Ensuite, nous avons constaté une augmentation des procédures-bâillons transfrontalières, de plaignants qui se livrent à ce que l’on appelle le « forum shopping » : ils identifient quelle juridiction, dans quel pays, pourrait leur être plus favorable qu’une autre. Aux États-Unis, au Canada, en Australie, de bonnes mesures existent déjà pour éviter cela, mais pas dans l’UE. Il faudrait y remédier.

Nous attendons en outre des mesures non contraignantes pour pallier d’importants problèmes tels que le manque de formation de nos juges, de nos juristes ou encore l’absence de fonds permettant de soutenir les victimes de procédures-bâillons. Des mesures à cet égard ont été soutenues et utilisées dans d’autres domaines. Elles devraient également être mobilisées ici.

Dans une étude sur les SLAPP commandée par la Commission au réseau académique EU-CITZEN, il est précisé qu'une mesure telle que le renversement de la charge de la preuve – un temps envisagée par le Parlement – pourrait ne pas « survivre à un examen constitutionnel dans tous les États membres ». Ne craignez-vous pas que le projet d'introduire des mesures anti-SLAPP communes se trouve finalement entravé par des obstacles juridiques nationaux ?

La consultation des experts juridiques est en cours. Nous-mêmes avons été en contact avec des experts juridiques à travers l’UE, dans différentes universités, afin d’identifier les meilleures mesures envisageables. Car, bien sûr, il faut être à la fois ambitieux et juridiquement réaliste : comprendre que les vingt-sept structures fonctionnent différemment, comment les tribunaux sont organisés en matière de droit civil et de droit pénal, distinguer les affaires nationales et les affaires transfrontalières. Nous ne voulons pas d’instruments qui seraient ensuite rejetés par ces tribunaux.

En tant que juriste, je me réjouis que la Commission examine actuellement tous les obstacles potentiels. En tant que politique, en revanche, ce que je répondrais à cette question est que je n’aimerais pas voir les institutions utiliser d’éventuels obstacles juridiques pour masquer un manque de volonté politique.

Vous faites état d’une « très, très bonne coopération » entre les groupes politiques du Parlement sur ce dossier. Pensez-vous pouvoir compter sur une bonne coopération des États membres également ?

Comme toujours, vous aurez des États membres qui seront enthousiastes, des États membres qui diront que nous avons déjà des mécanismes en place, des États membres qui ne seront absolument pas coopératifs.
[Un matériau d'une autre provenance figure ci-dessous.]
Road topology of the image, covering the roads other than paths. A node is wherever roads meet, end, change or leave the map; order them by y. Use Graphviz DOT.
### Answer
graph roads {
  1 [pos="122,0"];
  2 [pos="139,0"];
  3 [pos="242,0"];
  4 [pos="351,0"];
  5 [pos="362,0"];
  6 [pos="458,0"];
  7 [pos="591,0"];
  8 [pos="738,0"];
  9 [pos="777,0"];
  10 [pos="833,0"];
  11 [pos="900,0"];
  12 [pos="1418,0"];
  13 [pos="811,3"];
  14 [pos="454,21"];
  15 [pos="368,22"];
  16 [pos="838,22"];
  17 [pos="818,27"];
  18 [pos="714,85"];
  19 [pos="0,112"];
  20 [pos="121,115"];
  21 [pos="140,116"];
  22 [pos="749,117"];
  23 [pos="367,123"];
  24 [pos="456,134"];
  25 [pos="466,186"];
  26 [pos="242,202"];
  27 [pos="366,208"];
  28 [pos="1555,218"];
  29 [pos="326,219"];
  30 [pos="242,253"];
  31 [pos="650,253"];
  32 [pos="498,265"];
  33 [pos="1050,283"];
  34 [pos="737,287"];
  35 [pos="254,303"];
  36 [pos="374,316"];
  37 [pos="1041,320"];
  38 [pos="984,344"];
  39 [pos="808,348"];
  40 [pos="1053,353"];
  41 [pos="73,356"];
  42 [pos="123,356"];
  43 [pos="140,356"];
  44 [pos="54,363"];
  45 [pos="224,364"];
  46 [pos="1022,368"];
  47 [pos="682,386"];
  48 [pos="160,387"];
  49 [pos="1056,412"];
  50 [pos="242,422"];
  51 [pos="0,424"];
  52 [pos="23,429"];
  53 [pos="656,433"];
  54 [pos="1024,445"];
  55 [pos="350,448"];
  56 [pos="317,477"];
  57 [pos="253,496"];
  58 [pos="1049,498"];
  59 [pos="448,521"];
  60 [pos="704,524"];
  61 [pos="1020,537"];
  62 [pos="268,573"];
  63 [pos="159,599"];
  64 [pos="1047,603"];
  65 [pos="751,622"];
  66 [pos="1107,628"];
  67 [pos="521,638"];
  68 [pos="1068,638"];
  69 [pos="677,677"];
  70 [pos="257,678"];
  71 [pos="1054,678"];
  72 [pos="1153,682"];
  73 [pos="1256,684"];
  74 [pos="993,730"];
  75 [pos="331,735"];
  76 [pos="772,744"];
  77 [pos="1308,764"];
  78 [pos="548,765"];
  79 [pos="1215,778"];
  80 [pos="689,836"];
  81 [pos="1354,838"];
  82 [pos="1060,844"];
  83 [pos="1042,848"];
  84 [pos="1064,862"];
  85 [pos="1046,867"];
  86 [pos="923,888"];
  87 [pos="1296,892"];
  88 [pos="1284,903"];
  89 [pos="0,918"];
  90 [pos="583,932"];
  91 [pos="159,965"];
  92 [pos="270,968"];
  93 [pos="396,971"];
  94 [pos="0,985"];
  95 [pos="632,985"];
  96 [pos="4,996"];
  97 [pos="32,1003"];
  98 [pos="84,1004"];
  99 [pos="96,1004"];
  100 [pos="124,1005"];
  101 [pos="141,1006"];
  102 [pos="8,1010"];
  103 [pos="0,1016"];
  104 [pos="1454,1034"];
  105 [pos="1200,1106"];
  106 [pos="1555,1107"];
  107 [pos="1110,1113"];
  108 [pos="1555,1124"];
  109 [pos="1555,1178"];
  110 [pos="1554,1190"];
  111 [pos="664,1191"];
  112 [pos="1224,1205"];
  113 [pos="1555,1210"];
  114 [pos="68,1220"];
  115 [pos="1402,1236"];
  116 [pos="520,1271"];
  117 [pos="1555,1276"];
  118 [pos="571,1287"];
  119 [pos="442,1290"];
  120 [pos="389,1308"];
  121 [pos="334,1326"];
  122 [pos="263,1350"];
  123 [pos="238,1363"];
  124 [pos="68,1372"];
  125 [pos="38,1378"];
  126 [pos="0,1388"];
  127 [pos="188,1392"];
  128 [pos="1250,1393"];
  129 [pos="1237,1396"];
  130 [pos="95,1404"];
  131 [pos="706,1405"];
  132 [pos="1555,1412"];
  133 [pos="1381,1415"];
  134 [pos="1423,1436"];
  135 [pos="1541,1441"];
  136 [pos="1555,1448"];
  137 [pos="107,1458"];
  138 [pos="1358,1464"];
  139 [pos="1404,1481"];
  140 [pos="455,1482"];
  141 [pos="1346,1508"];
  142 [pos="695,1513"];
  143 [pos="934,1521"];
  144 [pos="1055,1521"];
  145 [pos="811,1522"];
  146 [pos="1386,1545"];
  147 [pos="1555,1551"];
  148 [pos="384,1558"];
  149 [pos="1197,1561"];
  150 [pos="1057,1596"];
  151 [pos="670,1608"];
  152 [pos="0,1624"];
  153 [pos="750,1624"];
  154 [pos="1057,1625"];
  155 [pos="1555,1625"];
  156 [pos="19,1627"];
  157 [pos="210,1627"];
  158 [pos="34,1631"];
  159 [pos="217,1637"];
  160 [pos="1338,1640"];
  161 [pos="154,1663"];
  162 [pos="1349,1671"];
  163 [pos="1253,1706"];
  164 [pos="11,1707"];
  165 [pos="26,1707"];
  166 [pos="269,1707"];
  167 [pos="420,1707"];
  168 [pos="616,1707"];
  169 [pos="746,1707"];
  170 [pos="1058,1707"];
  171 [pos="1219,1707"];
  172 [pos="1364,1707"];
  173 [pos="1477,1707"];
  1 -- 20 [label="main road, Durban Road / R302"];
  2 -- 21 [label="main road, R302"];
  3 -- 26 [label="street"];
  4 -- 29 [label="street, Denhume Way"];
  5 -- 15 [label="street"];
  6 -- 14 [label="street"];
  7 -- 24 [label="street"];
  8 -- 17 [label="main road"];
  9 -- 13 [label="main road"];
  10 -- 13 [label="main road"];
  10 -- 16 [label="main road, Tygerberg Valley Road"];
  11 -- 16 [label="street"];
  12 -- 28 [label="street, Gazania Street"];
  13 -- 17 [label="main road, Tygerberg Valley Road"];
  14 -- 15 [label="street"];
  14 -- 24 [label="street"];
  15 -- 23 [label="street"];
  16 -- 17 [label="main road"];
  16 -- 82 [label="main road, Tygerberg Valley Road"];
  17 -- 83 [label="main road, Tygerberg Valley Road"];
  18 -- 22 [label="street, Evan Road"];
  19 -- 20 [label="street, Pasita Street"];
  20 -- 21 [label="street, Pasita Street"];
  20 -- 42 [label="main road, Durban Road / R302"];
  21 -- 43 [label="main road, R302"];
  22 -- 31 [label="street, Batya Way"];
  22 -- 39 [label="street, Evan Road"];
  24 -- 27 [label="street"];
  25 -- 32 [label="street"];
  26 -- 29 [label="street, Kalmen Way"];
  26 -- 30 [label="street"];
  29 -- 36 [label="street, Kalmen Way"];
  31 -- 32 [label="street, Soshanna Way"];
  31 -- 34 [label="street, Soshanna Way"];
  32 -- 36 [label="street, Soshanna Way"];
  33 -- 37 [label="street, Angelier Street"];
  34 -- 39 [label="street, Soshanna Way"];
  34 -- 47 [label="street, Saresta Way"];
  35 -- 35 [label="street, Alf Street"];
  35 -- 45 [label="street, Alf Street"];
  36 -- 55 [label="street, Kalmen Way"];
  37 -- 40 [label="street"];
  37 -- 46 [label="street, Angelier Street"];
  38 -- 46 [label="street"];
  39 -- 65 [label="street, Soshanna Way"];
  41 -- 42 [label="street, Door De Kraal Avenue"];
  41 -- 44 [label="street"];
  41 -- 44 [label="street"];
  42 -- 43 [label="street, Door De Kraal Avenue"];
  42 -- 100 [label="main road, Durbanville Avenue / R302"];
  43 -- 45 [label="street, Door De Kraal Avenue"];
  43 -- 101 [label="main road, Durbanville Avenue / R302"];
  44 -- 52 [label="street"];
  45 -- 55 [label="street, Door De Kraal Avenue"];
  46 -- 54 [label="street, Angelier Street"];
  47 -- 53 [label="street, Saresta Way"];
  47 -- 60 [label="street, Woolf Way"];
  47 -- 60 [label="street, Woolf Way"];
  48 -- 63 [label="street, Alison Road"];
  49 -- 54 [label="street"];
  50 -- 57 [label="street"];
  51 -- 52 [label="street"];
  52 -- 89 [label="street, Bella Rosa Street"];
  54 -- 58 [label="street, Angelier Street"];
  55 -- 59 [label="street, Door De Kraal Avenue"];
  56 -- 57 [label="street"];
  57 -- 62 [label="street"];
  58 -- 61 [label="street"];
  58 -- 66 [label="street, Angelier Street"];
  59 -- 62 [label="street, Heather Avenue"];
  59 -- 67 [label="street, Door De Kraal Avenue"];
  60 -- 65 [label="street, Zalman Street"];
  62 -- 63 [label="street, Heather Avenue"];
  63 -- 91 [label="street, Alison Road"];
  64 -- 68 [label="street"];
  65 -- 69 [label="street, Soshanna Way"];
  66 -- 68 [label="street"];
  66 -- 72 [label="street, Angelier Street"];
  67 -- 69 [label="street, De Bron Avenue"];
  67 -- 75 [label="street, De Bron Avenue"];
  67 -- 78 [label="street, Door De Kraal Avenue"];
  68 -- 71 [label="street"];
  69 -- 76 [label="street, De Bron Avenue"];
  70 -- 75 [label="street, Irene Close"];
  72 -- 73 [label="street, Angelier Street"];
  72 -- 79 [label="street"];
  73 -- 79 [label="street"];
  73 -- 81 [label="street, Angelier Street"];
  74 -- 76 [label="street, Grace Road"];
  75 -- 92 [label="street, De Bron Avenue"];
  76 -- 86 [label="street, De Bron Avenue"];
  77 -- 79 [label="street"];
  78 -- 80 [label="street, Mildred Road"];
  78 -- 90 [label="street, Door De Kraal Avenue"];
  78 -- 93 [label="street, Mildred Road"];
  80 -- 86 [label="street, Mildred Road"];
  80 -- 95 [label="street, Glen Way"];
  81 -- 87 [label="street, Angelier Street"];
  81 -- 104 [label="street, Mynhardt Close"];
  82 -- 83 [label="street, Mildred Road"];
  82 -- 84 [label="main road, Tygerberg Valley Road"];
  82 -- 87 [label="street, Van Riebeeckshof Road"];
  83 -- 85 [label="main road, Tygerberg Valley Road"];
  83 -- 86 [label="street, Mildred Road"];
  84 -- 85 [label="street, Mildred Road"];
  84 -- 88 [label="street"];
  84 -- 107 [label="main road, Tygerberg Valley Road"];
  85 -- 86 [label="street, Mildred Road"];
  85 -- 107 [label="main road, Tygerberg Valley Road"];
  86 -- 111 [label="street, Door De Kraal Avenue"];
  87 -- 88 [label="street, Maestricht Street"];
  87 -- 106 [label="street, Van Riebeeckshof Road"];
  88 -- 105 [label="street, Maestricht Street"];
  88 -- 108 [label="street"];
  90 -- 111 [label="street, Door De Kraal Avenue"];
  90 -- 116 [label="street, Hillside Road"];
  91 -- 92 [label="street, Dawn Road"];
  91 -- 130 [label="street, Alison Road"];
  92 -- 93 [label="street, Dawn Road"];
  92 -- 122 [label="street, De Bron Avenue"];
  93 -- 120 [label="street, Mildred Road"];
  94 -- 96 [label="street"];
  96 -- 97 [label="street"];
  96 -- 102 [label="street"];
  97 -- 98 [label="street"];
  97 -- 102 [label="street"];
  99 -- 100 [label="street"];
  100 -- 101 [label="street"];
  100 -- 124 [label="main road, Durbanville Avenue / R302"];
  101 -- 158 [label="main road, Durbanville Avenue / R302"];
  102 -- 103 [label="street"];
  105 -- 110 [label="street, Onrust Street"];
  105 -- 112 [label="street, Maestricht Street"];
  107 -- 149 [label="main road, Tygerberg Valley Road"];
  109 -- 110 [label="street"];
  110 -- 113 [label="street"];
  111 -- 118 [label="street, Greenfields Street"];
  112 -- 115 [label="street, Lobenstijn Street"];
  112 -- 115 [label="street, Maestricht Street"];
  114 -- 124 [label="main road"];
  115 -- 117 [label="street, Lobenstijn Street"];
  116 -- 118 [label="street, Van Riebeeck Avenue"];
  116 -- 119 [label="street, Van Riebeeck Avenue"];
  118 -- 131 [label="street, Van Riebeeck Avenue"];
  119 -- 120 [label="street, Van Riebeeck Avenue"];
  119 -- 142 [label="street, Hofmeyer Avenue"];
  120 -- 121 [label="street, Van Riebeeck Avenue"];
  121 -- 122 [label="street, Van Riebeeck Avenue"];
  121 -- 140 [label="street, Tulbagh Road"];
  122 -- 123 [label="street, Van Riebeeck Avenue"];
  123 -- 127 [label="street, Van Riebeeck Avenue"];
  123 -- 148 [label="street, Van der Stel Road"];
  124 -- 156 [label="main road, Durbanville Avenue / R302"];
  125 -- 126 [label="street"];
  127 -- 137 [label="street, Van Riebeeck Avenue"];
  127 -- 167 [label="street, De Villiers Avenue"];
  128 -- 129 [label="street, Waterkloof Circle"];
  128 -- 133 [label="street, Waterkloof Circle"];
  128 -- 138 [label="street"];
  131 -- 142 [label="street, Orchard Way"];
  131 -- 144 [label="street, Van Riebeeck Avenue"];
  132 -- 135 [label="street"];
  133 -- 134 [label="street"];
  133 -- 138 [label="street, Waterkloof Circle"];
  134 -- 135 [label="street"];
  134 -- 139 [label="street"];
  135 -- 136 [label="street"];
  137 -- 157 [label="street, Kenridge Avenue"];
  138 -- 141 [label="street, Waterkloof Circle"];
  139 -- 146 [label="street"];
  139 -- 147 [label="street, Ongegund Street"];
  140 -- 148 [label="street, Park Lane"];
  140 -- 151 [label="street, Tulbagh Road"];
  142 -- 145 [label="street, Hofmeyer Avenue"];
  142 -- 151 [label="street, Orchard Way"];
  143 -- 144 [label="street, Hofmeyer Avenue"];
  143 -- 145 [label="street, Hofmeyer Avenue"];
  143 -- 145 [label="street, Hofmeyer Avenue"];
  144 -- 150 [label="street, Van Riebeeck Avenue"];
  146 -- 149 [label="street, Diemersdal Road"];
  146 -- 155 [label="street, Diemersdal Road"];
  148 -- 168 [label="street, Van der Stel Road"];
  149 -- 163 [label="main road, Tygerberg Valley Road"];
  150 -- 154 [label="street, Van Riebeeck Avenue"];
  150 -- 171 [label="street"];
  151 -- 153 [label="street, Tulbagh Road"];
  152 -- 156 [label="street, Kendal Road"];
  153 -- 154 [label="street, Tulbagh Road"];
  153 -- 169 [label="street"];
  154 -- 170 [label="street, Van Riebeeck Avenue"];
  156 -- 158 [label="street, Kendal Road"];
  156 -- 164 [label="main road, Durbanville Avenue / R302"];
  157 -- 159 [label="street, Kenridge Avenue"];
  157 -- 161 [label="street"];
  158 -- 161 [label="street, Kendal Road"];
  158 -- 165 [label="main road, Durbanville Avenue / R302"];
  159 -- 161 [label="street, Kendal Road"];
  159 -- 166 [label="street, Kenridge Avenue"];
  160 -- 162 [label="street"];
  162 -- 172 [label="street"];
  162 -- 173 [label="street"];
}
Mais le Parlement, de son côté, défend une position forte. Des eurodéputés de tous les pays disent ici aux gouvernements nationaux : « Maintenant, vous devez faire quelque chose ». Notre position est extrêmement claire, les gouvernements doivent le comprendre. Bien sûr, nous serons dépendants des résultats que les Présidences tournantes du Conseil de l'UE parviendront à obtenir, mais nous maintiendrons la pression.

La proposition de la Commission est attendue pour le deuxième trimestre 2022. C’est la France qui assurera alors la Présidence du Conseil. Pensez-vous pouvoir compter sur Paris pour lancer et faire avancer les travaux sur ce texte ?

J'ai eu jusqu'à présent de très bonnes conversations avec la future Présidence française. Nous avons beaucoup d'attentes à son égard et cela sera assurément l’une de nos demandes.